▶ **WHAT YOU SHOULD DO**: A precise copy of the data is required, with every picture left out.

▶ **EXERCISE DATA**:
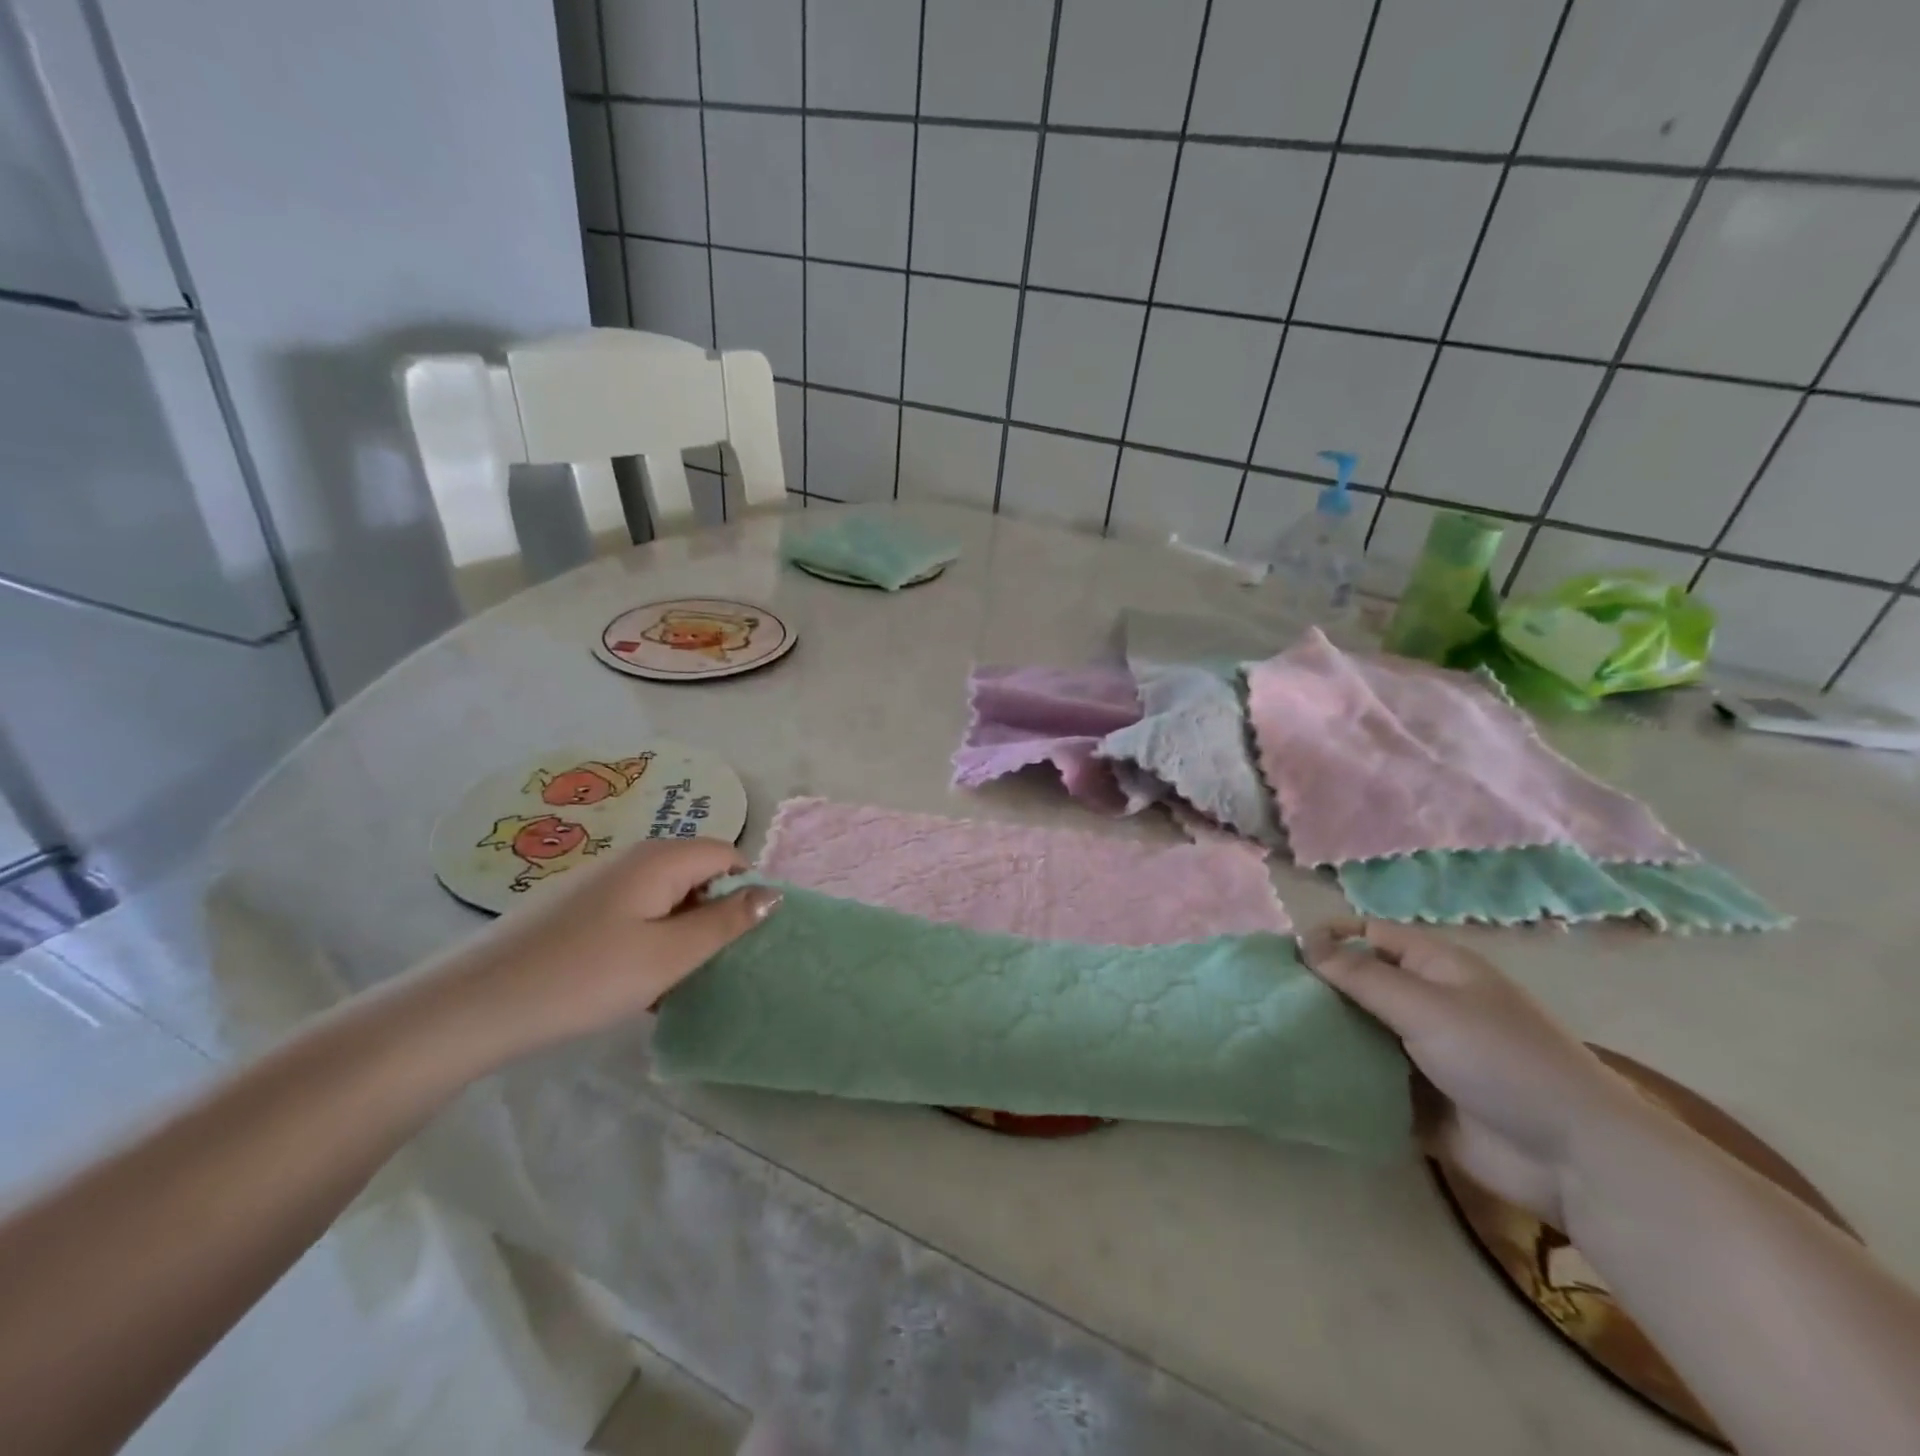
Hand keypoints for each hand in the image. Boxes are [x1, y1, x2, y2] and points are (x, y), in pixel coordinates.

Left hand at [409, 838, 779, 1073]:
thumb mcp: (670, 955)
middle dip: (713, 914)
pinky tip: (633, 981)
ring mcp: (602, 880)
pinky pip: (636, 911)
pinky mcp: (579, 906)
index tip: (743, 939)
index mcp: (662, 858)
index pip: (729, 855)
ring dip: (681, 932)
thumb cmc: (585, 976)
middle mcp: (634, 857)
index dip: (746, 891)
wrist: (474, 1004)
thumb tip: (772, 893)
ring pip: (667, 897)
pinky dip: (649, 939)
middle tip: (709, 965)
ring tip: (672, 980)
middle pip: (698, 873)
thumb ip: (726, 922)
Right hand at [1300, 918, 1632, 1226]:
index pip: (1369, 935)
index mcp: (1435, 968)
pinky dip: (1342, 1079)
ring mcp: (1421, 1053)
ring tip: (1274, 1038)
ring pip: (1359, 1033)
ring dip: (1326, 1037)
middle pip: (1358, 984)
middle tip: (1268, 1001)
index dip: (1328, 937)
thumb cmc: (1503, 1061)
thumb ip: (1361, 976)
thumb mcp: (1427, 1007)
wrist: (1575, 1161)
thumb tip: (1303, 943)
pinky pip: (1368, 1080)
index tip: (1282, 957)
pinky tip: (1303, 1079)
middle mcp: (1425, 1003)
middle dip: (1317, 990)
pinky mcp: (1417, 1098)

▶ **RESULT OF THE EXERCISE**:
Hand keypoints for each hand in the image. Boxes are [x1, y1, x2, y2] and points are (x, y), in pixel coordinates.

Left hand at [409, 838, 779, 1073]:
thumb mcp: (670, 955)
middle dip: (713, 914)
pinky tip: (633, 981)
ring mcp: (602, 880)
pinky pip: (636, 911)
pinky mcp: (579, 906)
index tip: (743, 939)
index mcp: (662, 858)
index pip: (729, 855)
ring dip: (681, 932)
thumb cmc: (585, 976)
middle mcp: (634, 857)
index dip: (746, 891)
wrist: (474, 1004)
thumb tip: (772, 893)
ring pip: (667, 897)
pinky dip: (649, 939)
middle tip: (709, 965)
ring tip: (672, 980)
middle pip: (698, 873)
thumb ip: (726, 922)
Right hand at [1300, 918, 1632, 1226]:
index pip: (1369, 935)
index mcp: (1435, 968)
pinky dip: (1342, 1079)
ring mcp: (1421, 1053)
ring tip: (1274, 1038)
ring pip: (1359, 1033)
ring dip: (1326, 1037)
middle pip: (1358, 984)
middle tip: (1268, 1001)
index dip: (1328, 937)
thumb cmc: (1503, 1061)
thumb ip: (1361, 976)
thumb mcp: (1427, 1007)
wrist: (1575, 1161)
thumb tip: (1303, 943)
pinky pip: (1368, 1080)
index tip: (1282, 957)
pinky tip: (1303, 1079)
middle mcp: (1425, 1003)
middle dip: (1317, 990)
pinky mcp: (1417, 1098)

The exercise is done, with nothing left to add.